Getting a positive arrangement on goods is vital for the UK. But negotiating the best possible agreement for the City is arguably an even greater imperative.

In 2017, the sector contributed £119 billion to the UK economy, 6.5% of total economic output. The tax take last year was a record £72 billion, and the City is the only part of the economy in surplus.

That gives the City muscle, one that should be flexed. It’s a muscle all the stronger because there is broad agreement across the City that the best deal with the EU is one which creates the highest possible access based on high-level outcomes-based recognition.

Reynolds has defined it as “binding enhanced equivalence or enhanced regulatory cooperation” between all parties, one where there is mutual recognition for mutual access.

The plan, which has been given the thumbs up by Philip Hammond, the Chancellor, is aligned with the thinking of another top lawyer, Rachel Kent of Hogan Lovells, together with the International Regulatory Statutory Group. She and Reynolds favour a new free trade agreement which sets out that it is in the mutual interest of the EU27 and the UK to keep as much as possible of the existing cross-border flows in finance to support growth across the whole of Europe.

Both sides have an economic interest in maintaining the outcomes achieved by current regulation, while UK and EU firms should be guaranteed “evergreen” access to the other’s market, locked in with a new bilateral UK-EU agreement.

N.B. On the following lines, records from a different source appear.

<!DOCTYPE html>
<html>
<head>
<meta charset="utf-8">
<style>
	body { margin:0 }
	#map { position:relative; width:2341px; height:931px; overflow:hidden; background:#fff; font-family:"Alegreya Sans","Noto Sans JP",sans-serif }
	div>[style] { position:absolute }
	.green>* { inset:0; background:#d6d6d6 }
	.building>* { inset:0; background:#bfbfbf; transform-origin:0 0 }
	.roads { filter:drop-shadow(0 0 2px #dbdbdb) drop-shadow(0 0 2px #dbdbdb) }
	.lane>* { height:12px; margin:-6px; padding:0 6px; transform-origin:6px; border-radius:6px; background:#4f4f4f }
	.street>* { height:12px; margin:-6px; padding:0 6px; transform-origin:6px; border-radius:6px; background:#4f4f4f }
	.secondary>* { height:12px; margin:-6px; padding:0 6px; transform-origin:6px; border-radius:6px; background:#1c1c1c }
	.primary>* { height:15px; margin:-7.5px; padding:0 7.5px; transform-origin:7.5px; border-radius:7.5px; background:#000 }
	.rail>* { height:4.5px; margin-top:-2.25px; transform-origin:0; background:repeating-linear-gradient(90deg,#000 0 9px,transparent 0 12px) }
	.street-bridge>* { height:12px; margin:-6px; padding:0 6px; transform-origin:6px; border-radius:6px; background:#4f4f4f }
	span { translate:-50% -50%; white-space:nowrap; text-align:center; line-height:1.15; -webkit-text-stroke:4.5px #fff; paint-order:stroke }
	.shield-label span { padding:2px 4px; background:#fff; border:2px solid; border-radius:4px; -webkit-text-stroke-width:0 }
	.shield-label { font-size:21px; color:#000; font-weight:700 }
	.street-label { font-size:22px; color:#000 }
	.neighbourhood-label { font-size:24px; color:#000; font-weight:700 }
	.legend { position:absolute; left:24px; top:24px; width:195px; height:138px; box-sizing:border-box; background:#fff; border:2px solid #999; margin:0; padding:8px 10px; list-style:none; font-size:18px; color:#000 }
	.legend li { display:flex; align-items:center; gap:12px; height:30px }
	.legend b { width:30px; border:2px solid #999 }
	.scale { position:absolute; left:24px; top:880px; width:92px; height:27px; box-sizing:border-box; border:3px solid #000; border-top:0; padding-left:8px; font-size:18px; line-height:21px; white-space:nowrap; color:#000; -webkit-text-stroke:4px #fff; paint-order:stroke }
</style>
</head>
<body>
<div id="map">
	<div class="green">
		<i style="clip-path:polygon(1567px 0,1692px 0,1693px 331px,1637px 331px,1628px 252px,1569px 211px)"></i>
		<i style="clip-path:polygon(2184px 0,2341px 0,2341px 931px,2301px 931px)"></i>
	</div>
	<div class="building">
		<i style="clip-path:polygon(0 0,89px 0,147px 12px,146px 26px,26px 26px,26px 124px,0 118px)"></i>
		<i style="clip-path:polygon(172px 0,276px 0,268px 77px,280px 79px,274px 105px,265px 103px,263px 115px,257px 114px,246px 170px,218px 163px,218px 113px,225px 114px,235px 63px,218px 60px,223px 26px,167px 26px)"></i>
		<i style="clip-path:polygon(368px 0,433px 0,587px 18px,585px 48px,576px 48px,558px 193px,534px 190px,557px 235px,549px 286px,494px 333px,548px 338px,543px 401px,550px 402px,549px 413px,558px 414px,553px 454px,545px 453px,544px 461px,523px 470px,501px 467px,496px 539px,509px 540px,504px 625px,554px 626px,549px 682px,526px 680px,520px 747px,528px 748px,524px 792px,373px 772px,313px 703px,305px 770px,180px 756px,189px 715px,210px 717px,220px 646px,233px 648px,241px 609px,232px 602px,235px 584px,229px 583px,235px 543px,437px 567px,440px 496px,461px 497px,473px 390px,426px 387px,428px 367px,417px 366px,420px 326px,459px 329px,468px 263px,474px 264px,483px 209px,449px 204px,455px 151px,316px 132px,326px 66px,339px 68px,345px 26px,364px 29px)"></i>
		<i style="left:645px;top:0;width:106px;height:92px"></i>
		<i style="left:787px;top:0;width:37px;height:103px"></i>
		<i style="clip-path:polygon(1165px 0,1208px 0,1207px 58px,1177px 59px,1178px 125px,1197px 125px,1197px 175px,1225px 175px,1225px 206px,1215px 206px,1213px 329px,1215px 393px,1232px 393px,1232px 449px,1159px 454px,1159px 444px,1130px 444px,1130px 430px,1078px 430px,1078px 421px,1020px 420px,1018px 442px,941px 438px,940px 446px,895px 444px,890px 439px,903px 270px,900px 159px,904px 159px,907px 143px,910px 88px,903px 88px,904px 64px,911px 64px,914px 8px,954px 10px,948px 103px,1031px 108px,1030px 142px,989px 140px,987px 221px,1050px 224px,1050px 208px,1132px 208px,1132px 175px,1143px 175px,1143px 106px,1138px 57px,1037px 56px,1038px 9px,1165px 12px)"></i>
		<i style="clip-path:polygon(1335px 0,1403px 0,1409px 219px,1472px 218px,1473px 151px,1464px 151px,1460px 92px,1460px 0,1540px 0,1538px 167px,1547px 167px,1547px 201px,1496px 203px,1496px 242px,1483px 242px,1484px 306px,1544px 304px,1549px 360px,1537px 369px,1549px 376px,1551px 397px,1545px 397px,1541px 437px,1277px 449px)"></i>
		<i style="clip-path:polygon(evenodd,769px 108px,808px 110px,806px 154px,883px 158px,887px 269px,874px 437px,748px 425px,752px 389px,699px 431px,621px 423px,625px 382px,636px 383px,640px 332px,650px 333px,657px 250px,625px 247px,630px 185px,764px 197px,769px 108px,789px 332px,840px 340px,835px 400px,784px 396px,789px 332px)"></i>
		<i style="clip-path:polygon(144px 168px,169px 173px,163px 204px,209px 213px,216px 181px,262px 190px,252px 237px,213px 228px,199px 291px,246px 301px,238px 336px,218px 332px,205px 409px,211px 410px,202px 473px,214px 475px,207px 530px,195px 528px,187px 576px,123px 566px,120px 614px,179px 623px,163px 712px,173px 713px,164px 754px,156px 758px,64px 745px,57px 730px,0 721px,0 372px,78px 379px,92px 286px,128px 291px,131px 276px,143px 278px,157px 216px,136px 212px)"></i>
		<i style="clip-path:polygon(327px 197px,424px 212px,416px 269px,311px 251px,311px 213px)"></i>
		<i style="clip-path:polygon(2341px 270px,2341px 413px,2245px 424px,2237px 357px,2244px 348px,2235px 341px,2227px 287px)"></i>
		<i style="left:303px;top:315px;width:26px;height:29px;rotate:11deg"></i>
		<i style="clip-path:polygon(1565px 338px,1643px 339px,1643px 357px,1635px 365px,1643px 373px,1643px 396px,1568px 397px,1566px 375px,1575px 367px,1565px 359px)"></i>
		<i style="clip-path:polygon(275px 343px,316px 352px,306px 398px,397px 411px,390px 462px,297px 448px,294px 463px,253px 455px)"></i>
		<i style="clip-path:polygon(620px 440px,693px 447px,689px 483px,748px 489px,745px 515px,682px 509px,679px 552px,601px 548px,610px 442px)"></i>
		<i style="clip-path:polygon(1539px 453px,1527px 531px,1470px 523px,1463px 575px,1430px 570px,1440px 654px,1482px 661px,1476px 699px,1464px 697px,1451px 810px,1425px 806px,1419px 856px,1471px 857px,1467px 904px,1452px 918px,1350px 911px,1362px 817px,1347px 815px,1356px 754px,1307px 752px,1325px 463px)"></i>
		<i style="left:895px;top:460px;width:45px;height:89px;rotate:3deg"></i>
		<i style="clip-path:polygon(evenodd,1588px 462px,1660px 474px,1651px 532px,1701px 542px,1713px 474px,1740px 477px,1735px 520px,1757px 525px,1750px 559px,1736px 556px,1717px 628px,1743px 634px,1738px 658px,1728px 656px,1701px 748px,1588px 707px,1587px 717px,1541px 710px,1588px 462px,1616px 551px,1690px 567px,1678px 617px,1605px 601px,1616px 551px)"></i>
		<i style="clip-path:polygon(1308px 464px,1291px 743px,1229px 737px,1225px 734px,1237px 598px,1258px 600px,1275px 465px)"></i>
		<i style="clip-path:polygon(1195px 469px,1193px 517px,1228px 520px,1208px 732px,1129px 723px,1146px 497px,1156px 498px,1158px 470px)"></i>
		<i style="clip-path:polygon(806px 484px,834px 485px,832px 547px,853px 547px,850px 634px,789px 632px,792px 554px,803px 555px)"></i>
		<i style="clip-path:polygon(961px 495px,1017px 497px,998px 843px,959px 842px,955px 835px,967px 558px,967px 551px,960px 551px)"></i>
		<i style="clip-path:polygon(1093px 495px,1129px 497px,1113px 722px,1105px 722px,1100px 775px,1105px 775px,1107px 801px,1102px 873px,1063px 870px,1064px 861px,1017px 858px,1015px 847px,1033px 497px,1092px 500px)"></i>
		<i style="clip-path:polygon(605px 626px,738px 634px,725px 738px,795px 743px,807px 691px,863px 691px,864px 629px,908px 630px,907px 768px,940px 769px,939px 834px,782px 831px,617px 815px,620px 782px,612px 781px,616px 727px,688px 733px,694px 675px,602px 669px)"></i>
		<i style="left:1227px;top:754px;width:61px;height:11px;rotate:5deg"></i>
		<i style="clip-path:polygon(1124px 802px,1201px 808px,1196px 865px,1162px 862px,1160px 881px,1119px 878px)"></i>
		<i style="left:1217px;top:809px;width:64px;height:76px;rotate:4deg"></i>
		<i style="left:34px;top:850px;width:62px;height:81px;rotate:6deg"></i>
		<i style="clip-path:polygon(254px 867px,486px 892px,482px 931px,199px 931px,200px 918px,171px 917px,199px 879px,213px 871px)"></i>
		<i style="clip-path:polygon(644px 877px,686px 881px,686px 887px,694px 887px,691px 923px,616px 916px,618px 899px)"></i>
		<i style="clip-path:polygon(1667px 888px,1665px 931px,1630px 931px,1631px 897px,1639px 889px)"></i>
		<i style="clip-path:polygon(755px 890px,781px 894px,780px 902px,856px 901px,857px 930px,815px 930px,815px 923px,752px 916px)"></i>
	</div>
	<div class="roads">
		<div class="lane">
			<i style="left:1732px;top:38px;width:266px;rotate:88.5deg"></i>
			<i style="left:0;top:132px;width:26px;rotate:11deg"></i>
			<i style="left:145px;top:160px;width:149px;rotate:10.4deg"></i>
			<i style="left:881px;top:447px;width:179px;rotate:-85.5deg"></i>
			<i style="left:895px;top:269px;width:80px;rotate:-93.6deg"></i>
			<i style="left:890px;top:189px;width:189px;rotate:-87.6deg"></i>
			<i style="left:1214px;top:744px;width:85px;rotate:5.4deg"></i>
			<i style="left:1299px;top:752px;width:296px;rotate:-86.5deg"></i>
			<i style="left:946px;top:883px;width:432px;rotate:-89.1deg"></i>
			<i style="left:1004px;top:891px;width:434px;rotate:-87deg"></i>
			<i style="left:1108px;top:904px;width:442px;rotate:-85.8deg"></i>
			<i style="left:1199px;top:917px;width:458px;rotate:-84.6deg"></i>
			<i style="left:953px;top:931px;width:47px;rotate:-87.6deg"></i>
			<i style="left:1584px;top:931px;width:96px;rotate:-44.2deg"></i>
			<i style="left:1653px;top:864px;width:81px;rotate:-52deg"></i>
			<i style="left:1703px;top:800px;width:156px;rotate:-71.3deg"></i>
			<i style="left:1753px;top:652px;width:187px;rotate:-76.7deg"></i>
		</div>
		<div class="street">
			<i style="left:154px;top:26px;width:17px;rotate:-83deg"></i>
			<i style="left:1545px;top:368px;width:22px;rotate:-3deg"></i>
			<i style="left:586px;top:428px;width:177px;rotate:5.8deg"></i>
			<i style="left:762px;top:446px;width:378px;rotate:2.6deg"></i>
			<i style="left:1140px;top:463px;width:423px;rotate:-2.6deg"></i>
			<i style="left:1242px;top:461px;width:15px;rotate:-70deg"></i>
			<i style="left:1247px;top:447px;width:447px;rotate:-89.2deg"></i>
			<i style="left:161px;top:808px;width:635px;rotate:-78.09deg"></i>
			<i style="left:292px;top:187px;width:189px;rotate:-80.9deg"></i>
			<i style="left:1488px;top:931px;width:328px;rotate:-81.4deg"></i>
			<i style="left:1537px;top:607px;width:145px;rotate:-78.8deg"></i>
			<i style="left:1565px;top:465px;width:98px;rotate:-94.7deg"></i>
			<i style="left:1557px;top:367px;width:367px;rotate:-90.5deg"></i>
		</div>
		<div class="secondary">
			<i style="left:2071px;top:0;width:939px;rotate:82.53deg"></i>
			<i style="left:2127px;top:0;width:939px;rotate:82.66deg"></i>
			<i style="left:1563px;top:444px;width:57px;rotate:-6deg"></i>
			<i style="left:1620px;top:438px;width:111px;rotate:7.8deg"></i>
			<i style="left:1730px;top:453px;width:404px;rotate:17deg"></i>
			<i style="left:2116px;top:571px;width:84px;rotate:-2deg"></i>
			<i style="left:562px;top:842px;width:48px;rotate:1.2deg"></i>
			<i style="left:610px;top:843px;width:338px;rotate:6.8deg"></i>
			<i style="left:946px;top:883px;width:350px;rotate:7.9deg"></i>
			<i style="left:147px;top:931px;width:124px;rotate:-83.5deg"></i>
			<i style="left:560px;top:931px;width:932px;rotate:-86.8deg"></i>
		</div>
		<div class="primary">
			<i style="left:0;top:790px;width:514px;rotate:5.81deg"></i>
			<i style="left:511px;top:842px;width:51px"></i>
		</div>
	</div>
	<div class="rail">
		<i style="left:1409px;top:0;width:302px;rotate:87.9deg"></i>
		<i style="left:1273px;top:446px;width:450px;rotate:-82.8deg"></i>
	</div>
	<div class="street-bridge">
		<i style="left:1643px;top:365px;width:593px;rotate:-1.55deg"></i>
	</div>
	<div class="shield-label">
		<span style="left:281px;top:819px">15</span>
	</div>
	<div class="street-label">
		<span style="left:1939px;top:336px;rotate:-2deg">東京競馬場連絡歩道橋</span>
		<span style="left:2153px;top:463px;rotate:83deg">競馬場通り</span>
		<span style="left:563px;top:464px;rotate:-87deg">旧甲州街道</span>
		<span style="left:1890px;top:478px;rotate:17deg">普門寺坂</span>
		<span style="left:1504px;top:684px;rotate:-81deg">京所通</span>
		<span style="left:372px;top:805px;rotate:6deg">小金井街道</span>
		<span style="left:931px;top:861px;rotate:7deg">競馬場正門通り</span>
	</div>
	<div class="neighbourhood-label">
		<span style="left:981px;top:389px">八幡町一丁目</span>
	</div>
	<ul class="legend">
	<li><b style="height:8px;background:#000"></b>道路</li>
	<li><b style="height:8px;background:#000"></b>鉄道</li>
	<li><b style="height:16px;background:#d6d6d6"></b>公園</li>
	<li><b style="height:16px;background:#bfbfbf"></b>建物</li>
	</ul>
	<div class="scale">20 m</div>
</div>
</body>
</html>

But central to the proposal is for the UK and EU to negotiate a new binding treaty which would allow observance of mutually agreed international principles rather than submission to EU-prescribed rules.

This makes sense since most of the City’s regulations are based on international standards as it does so much business with the rest of the world.

Such a new treaty would allow the UK or EU to diverge if either wanted to, subject to third-party arbitration. It’s this that would stop the City being a rule-taker, a red line even the Bank of England has argued against, given its need to protect against systemic risk. Here’s the tricky bit, and the reason why the PM’s latest offer has the City seeing red. Neither France nor Germany want the UK to be given such latitude. The rest of the EU27 are said to be warm to the idea: they know they need the City’s liquidity and access to its wholesale markets.

Unsurprisingly, the French want a more narrow equivalence because they plan on stealing as much of the UK’s financial business as they can, regardless of the cost to EU27 consumers. The Germans are supporting the French so long as they can protect their carmakers, which in a properly conducted negotiation would be a point of leverage, along with French agriculture.

More details of the government’s proposals for the City are to be revealed in its White Paper to be published next week. If it doesn’t do more to support Britain’s biggest industry, stand by for the City to send in the hit squad to No 10 to help out, even more essential now Davis has gone.

With the City’s negotiating skills, the Brexit outcome would be far better for all.